-- TASK STATEMENT --
Lines that include the string "nodes" are the ones to copy from the entries below.

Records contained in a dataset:
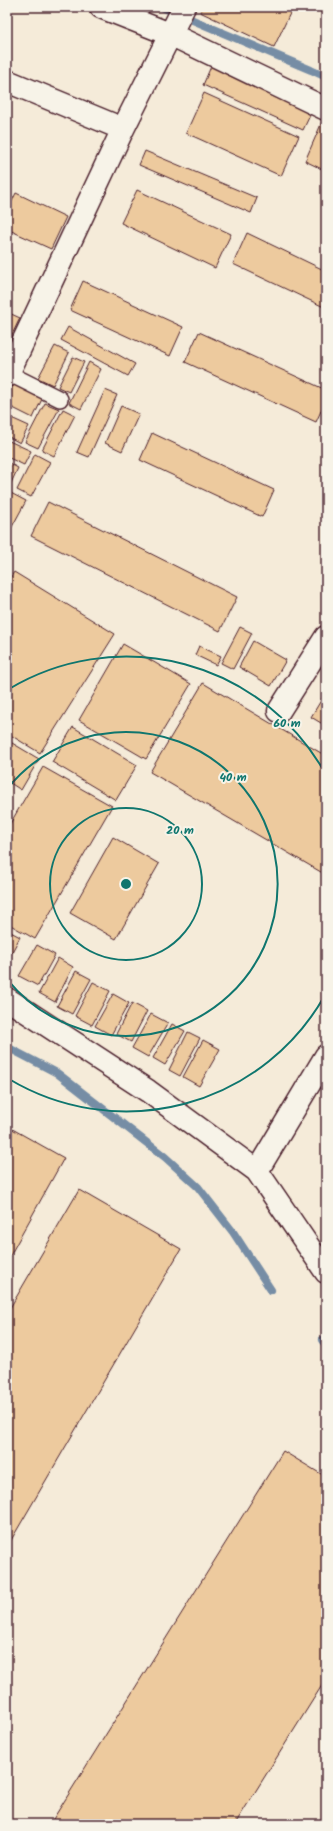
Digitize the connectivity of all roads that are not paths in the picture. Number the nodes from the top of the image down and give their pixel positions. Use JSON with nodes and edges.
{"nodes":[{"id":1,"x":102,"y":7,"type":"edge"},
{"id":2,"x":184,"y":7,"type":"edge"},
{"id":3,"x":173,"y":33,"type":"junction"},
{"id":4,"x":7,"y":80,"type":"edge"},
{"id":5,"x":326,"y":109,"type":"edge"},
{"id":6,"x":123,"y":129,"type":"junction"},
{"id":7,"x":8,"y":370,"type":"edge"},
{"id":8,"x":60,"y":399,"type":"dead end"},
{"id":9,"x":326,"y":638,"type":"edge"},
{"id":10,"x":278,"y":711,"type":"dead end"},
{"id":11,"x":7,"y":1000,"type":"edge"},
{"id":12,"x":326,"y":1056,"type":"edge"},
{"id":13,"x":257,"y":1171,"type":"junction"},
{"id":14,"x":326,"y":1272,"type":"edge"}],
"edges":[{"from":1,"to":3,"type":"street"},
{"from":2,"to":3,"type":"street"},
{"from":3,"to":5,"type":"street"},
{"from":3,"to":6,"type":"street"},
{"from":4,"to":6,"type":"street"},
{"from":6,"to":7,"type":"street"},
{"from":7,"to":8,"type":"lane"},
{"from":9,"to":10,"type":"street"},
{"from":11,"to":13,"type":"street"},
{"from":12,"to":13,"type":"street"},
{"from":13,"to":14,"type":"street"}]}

-- EXERCISE SOLUTION --
Digitize the connectivity of all roads that are not paths in the picture. Number the nodes from the top of the image down and give their pixel positions. Use JSON with nodes and edges.
{"nodes":[{"id":1,"x":102,"y":7,"type":"edge"},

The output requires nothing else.